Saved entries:
────────
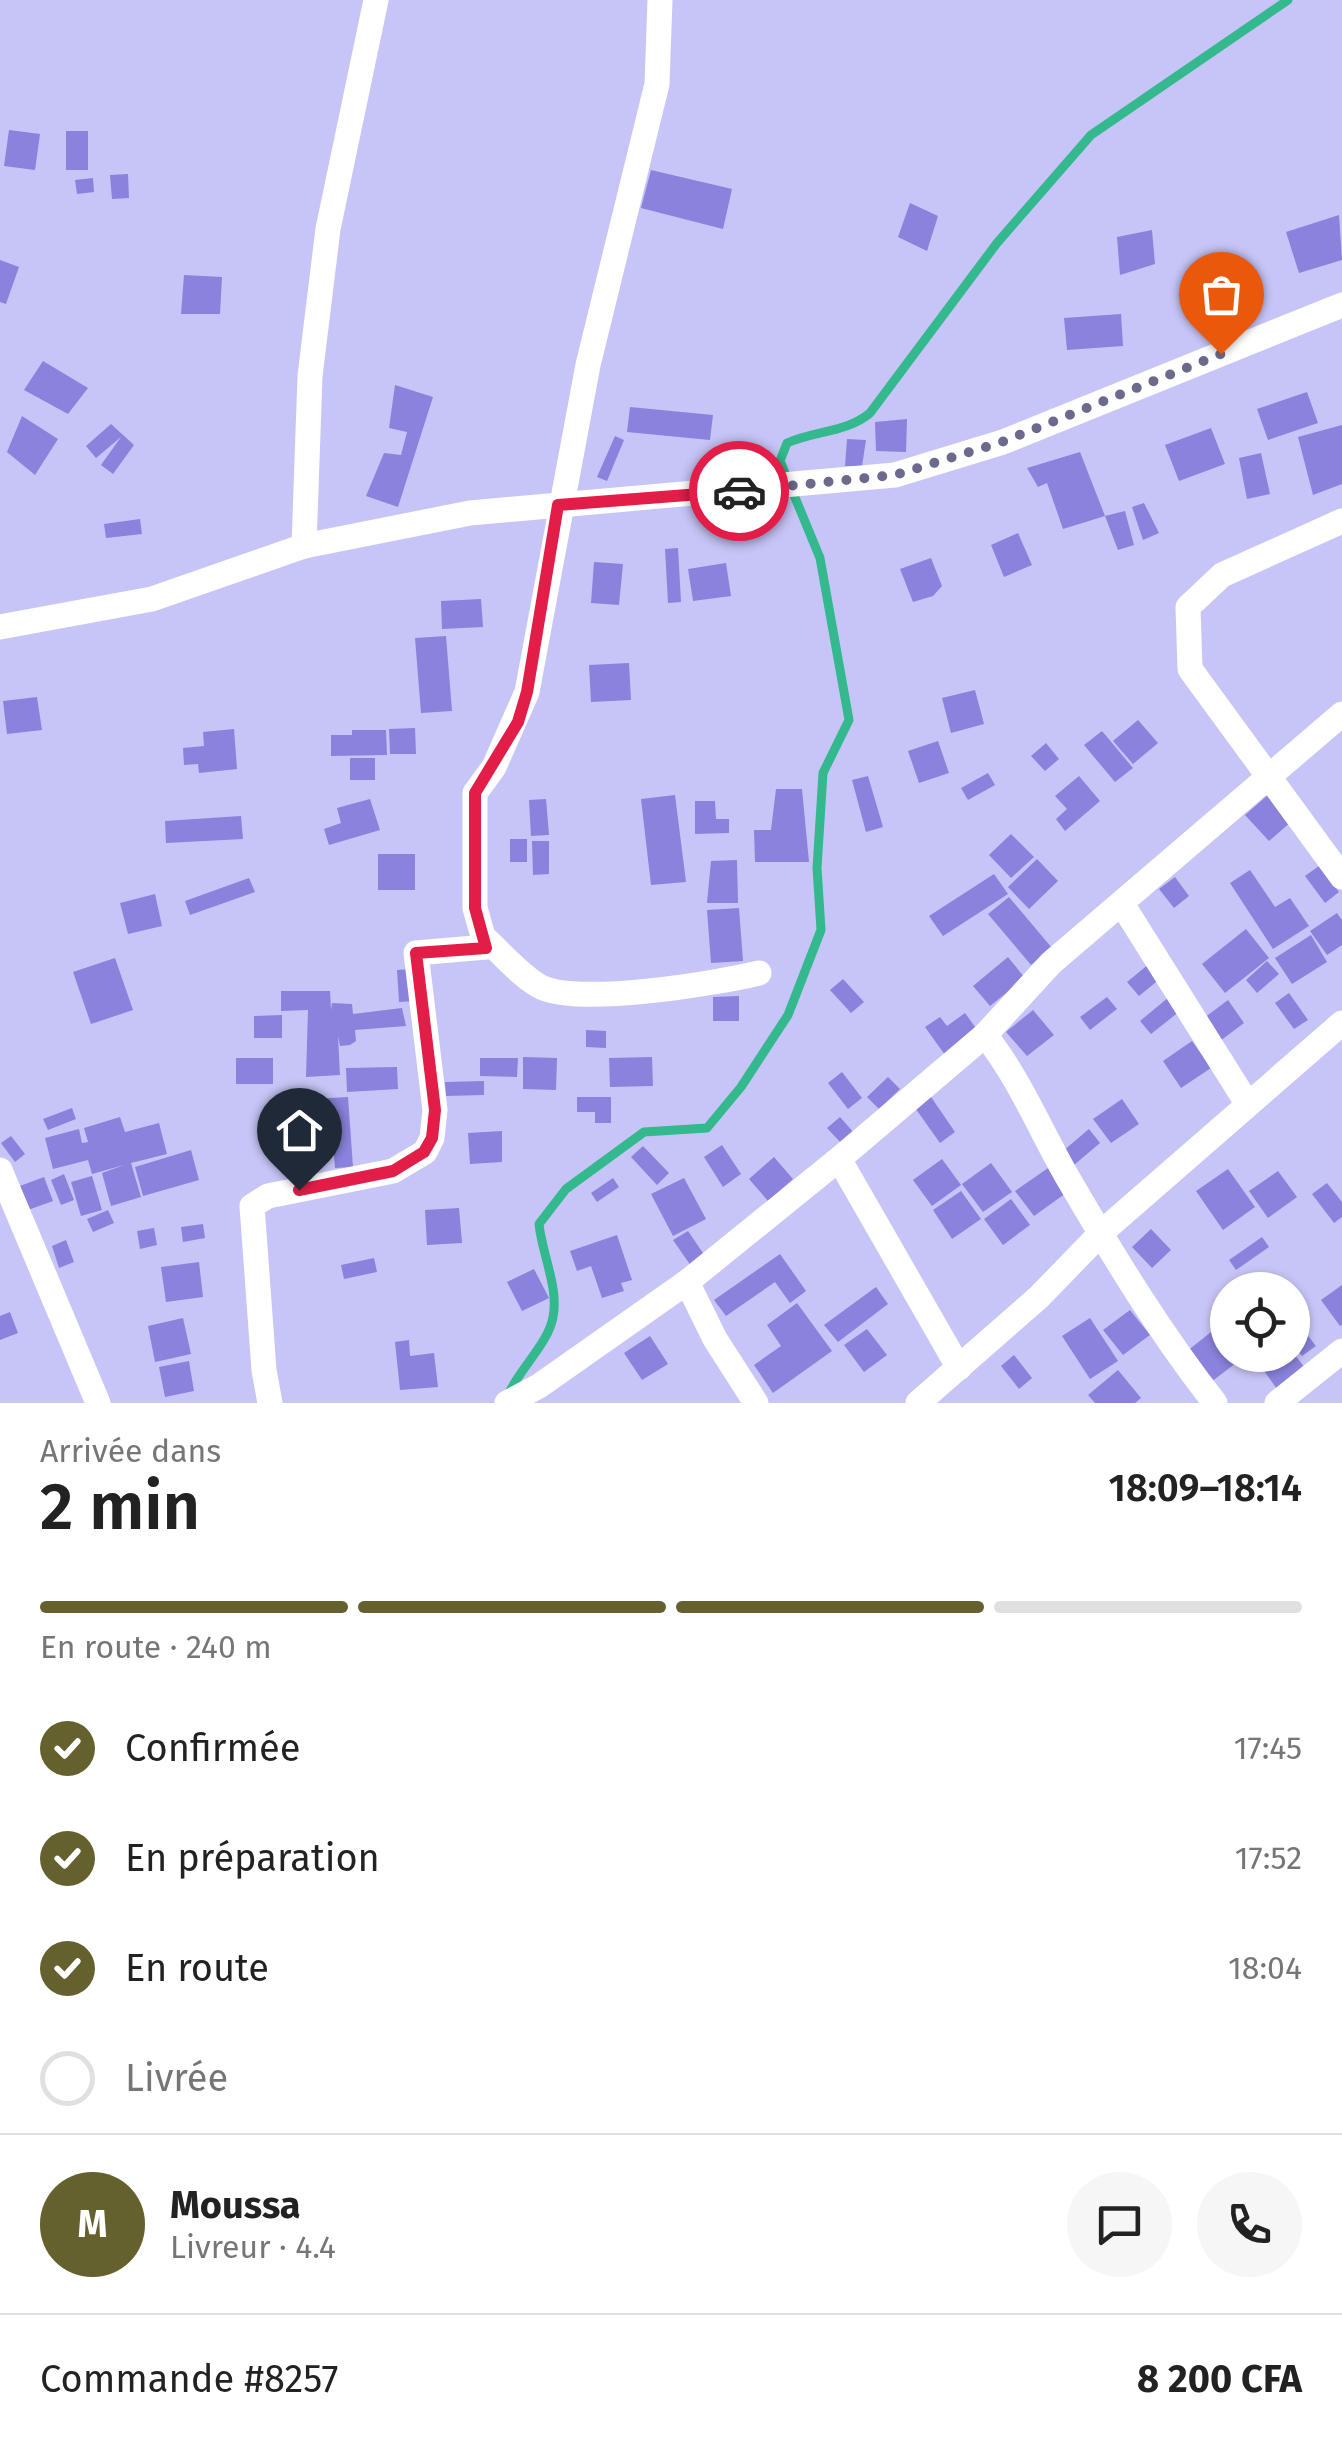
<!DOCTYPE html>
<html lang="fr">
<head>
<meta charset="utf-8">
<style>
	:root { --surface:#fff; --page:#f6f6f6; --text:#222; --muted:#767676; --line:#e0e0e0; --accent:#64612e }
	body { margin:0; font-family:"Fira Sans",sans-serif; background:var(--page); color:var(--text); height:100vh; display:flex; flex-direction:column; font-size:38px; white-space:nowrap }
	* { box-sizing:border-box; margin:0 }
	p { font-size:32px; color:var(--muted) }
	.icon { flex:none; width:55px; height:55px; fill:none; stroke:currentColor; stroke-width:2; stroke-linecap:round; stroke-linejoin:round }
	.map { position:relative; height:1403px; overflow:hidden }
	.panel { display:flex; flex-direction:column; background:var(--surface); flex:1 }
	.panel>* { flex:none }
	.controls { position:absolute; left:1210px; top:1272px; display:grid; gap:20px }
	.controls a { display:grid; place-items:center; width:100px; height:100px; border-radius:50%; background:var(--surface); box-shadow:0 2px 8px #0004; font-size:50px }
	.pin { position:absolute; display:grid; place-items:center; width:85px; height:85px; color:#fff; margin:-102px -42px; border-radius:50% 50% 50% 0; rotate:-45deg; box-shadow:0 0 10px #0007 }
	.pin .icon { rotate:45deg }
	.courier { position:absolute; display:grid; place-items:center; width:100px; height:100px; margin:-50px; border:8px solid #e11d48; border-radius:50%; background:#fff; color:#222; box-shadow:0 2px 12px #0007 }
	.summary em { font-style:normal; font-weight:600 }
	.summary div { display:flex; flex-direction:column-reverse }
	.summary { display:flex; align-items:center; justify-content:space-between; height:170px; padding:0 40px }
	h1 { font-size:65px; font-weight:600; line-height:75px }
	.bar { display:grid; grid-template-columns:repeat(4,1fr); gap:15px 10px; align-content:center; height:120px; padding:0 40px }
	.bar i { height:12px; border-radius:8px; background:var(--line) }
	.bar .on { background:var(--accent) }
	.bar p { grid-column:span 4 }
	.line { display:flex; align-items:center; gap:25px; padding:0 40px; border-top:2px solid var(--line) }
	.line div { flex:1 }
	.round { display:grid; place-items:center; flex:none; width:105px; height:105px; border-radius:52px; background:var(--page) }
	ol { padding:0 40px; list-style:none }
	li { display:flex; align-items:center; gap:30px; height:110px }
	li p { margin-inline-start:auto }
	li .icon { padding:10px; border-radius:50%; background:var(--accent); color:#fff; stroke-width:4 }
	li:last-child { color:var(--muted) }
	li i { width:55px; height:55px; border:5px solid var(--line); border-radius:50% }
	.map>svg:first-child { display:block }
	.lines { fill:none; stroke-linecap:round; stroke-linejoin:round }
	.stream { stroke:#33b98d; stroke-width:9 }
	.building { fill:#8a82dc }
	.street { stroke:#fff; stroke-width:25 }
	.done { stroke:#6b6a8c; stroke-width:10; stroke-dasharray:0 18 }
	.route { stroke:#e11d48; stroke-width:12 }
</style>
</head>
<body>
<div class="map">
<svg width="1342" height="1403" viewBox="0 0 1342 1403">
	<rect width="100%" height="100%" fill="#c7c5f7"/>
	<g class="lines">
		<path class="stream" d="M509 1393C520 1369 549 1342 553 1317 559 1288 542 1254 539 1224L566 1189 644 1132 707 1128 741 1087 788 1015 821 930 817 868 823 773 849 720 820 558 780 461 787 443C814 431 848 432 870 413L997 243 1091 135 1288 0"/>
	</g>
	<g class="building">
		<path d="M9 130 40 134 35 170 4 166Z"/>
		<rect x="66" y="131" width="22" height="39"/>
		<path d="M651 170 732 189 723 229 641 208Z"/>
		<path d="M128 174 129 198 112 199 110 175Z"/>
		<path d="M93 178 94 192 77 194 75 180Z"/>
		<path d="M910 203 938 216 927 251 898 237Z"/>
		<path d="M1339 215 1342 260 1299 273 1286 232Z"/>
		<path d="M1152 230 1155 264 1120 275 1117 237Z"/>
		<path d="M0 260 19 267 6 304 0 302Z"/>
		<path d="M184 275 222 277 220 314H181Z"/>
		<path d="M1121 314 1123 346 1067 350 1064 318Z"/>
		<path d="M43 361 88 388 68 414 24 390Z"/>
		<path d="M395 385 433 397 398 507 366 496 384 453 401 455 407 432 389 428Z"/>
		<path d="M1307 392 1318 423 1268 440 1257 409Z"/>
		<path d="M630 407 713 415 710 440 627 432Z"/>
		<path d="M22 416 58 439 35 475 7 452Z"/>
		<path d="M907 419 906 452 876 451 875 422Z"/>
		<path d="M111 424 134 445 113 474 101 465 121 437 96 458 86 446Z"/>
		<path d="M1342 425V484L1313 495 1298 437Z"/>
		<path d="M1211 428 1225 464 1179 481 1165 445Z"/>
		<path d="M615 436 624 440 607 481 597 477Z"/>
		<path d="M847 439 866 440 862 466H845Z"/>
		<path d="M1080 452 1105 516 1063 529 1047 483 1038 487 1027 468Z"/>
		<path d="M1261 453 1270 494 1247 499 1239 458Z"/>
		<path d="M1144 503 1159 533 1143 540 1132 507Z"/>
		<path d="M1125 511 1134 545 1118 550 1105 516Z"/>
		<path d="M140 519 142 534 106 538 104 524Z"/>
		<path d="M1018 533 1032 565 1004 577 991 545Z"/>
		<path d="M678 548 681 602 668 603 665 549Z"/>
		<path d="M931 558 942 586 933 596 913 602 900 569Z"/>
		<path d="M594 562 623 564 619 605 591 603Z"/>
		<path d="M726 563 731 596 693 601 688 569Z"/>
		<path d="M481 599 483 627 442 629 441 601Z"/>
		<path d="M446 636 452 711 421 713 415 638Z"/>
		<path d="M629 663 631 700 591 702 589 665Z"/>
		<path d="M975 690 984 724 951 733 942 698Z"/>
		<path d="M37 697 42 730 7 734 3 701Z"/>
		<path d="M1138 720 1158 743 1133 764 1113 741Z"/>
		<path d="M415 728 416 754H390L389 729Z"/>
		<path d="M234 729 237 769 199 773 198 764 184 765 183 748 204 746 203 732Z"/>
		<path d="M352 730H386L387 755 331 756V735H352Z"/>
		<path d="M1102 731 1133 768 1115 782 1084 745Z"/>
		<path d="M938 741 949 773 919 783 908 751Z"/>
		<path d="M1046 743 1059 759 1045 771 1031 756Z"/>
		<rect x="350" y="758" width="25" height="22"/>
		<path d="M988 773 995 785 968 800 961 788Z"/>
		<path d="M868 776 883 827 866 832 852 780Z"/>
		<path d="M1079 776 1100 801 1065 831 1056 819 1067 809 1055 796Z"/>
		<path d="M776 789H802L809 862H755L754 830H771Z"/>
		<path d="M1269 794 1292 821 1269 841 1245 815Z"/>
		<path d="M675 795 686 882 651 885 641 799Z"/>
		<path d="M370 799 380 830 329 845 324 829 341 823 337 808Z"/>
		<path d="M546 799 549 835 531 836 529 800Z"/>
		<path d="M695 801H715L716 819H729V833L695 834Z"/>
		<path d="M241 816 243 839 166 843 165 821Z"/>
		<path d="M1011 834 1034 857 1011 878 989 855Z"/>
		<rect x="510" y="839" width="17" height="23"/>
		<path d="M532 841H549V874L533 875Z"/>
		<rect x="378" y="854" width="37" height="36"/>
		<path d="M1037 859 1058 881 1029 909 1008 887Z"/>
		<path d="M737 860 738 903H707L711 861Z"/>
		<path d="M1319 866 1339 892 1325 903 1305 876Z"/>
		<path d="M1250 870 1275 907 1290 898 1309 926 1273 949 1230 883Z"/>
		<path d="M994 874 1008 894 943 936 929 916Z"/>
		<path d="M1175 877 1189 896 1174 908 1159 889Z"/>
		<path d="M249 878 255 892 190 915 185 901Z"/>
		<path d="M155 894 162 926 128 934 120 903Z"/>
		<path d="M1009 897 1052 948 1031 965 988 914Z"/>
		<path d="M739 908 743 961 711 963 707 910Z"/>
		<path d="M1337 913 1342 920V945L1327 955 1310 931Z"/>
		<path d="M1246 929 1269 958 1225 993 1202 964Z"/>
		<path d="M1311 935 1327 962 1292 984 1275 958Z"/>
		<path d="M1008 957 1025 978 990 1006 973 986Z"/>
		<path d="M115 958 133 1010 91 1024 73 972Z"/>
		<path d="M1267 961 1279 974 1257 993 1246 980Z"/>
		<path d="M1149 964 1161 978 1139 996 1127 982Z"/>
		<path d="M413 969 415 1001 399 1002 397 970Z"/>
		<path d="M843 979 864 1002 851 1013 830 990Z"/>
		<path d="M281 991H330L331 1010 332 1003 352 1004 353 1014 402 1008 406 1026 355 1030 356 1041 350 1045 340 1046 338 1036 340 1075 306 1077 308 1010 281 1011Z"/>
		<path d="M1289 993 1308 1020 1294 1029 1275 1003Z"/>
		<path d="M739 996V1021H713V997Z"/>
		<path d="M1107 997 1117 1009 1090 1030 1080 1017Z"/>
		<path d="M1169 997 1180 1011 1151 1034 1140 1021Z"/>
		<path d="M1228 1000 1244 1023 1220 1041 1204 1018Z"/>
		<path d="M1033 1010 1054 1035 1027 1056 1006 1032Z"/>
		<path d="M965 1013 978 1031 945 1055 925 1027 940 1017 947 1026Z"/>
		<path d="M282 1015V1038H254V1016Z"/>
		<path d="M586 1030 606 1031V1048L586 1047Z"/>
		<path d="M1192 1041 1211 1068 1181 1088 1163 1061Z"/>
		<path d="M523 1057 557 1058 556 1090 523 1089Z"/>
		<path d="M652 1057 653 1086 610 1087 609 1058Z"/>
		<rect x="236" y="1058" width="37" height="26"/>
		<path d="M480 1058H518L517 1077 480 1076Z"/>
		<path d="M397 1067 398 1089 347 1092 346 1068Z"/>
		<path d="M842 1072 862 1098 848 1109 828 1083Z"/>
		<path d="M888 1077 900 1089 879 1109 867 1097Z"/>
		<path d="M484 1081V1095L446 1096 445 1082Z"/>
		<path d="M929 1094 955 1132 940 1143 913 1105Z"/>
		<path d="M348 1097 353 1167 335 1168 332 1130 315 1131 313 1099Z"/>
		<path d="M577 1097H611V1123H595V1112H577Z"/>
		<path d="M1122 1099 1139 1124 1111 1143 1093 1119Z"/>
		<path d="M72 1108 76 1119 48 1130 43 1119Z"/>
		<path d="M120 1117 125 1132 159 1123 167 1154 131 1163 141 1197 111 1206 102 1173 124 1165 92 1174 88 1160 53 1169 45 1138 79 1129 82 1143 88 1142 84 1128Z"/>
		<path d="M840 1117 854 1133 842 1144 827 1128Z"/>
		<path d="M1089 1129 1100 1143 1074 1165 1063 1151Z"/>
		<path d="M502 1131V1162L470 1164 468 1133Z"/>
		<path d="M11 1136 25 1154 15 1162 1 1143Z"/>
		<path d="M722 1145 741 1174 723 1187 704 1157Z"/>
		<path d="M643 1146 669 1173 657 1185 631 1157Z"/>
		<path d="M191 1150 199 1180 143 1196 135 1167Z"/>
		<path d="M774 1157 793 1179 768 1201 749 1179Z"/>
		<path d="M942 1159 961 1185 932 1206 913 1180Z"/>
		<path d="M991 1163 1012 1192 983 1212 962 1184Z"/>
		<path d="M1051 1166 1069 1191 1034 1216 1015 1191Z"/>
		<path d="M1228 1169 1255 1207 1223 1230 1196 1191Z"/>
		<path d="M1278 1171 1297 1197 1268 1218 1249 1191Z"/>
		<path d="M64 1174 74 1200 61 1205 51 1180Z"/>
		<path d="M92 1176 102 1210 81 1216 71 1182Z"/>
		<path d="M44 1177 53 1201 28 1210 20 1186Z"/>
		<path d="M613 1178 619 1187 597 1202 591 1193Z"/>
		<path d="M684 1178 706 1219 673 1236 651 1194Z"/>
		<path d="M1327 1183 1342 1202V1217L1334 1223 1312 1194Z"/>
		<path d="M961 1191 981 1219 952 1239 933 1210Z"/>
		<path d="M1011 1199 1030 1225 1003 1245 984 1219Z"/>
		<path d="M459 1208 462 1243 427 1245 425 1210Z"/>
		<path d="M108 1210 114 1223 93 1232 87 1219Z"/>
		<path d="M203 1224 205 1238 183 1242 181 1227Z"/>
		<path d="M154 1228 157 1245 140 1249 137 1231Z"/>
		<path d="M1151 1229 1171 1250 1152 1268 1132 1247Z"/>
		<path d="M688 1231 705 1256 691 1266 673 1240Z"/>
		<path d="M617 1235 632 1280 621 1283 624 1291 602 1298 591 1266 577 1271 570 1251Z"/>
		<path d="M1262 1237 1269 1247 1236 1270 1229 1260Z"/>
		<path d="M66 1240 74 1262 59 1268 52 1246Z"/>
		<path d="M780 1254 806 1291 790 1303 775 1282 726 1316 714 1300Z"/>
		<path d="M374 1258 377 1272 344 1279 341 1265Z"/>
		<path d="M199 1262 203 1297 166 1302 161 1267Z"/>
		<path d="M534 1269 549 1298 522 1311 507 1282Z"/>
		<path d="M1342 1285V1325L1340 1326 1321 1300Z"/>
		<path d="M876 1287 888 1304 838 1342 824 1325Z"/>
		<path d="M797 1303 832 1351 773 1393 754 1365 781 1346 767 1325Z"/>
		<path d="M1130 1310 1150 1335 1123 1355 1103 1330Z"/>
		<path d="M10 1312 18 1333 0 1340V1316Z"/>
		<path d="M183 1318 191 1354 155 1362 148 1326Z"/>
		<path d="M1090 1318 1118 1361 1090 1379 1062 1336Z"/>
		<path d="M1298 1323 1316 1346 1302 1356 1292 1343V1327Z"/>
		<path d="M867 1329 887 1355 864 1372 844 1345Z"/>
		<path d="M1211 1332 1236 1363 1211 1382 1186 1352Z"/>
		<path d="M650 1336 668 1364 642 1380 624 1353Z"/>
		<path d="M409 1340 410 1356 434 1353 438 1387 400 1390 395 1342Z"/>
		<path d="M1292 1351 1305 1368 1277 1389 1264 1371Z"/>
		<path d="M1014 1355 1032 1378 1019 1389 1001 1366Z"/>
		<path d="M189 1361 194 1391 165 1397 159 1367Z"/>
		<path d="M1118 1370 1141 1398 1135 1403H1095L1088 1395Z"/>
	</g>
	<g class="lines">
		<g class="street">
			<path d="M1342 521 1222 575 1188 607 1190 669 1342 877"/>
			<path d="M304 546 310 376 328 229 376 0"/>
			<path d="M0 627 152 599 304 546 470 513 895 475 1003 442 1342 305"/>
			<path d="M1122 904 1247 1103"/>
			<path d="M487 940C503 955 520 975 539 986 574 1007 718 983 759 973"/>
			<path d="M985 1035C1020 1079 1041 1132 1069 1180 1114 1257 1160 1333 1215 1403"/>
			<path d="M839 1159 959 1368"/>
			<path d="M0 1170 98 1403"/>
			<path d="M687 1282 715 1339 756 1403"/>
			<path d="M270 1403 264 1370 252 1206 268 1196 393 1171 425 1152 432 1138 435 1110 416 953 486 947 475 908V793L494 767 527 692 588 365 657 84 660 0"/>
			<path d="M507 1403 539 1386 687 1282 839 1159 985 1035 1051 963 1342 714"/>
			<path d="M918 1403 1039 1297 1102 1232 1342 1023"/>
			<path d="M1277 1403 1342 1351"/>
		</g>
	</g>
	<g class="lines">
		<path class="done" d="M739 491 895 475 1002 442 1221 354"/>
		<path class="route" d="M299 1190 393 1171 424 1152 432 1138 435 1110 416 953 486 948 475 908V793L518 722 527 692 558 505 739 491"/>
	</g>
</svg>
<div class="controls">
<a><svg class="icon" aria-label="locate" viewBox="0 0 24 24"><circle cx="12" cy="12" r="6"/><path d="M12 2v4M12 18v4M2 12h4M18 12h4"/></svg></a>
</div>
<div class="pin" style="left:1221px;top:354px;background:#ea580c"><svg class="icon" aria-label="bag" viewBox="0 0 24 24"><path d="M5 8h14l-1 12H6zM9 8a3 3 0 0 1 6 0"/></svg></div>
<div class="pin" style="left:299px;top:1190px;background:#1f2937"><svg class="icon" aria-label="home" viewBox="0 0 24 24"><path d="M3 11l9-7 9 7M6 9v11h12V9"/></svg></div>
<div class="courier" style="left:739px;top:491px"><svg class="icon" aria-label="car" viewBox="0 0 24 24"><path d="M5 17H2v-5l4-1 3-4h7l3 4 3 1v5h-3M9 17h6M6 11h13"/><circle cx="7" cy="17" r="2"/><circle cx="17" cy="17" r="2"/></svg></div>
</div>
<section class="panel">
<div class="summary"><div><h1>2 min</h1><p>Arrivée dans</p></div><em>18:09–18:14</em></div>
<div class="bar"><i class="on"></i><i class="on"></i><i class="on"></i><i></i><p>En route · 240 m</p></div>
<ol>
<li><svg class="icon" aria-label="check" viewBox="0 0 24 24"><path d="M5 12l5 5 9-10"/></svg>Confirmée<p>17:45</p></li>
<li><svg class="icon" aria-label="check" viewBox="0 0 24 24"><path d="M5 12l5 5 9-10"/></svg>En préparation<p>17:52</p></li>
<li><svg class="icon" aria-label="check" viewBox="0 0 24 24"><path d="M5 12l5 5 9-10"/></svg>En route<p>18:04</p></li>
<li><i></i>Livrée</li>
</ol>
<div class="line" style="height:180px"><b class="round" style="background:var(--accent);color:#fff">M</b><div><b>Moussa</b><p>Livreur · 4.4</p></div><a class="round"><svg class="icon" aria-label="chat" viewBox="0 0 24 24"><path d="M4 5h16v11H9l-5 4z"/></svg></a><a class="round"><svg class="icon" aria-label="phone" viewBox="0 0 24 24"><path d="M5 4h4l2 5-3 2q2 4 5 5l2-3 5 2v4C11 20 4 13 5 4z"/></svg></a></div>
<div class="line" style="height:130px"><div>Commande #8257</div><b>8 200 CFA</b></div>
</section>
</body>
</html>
────────
WHAT YOU SHOULD DO: Which lines of the data above contain "linecap"? Copy each one.

SOLUTION FOR THIS PROBLEM:
	.icon { flex:none; width:55px; height:55px; fill:none; stroke:currentColor; stroke-width:2; stroke-linecap:round; stroke-linejoin:round }
	.lines { fill:none; stroke-linecap:round; stroke-linejoin:round }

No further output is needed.